# [What you are asked to do]
Repeat the records. Keep every word and mark exactly as it is.

# [Information shown]
────────────────────

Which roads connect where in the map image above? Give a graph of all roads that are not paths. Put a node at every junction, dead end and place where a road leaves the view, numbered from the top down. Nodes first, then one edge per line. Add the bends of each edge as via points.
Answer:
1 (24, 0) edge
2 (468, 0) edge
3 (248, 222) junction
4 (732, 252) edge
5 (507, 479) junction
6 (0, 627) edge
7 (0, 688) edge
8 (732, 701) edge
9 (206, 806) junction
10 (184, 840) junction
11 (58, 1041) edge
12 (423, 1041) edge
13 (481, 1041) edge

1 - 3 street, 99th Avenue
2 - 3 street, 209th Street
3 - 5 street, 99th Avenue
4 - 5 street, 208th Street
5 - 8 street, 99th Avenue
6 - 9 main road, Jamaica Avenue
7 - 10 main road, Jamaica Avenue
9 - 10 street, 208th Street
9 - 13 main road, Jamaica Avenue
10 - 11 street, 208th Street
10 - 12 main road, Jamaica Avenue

────────────────────

# [Completed task]
Which roads connect where in the map image above? Give a graph of all roads that are not paths. Put a node at every junction, dead end and place where a road leaves the view, numbered from the top down. Nodes first, then one edge per line. Add the bends of each edge as via points.
Answer:
1 (24, 0) edge
2 (468, 0) edge
3 (248, 222) junction
4 (732, 252) edge
5 (507, 479) junction
6 (0, 627) edge
7 (0, 688) edge
8 (732, 701) edge
9 (206, 806) junction
10 (184, 840) junction
11 (58, 1041) edge
12 (423, 1041) edge
13 (481, 1041) edge

1 - 3 street, 99th Avenue
2 - 3 street, 209th Street
3 - 5 street, 99th Avenue
4 - 5 street, 208th Street
5 - 8 street, 99th Avenue
6 - 9 main road, Jamaica Avenue
7 - 10 main road, Jamaica Avenue
9 - 10 street, 208th Street
9 - 13 main road, Jamaica Avenue
10 - 11 street, 208th Street
10 - 12 main road, Jamaica Avenue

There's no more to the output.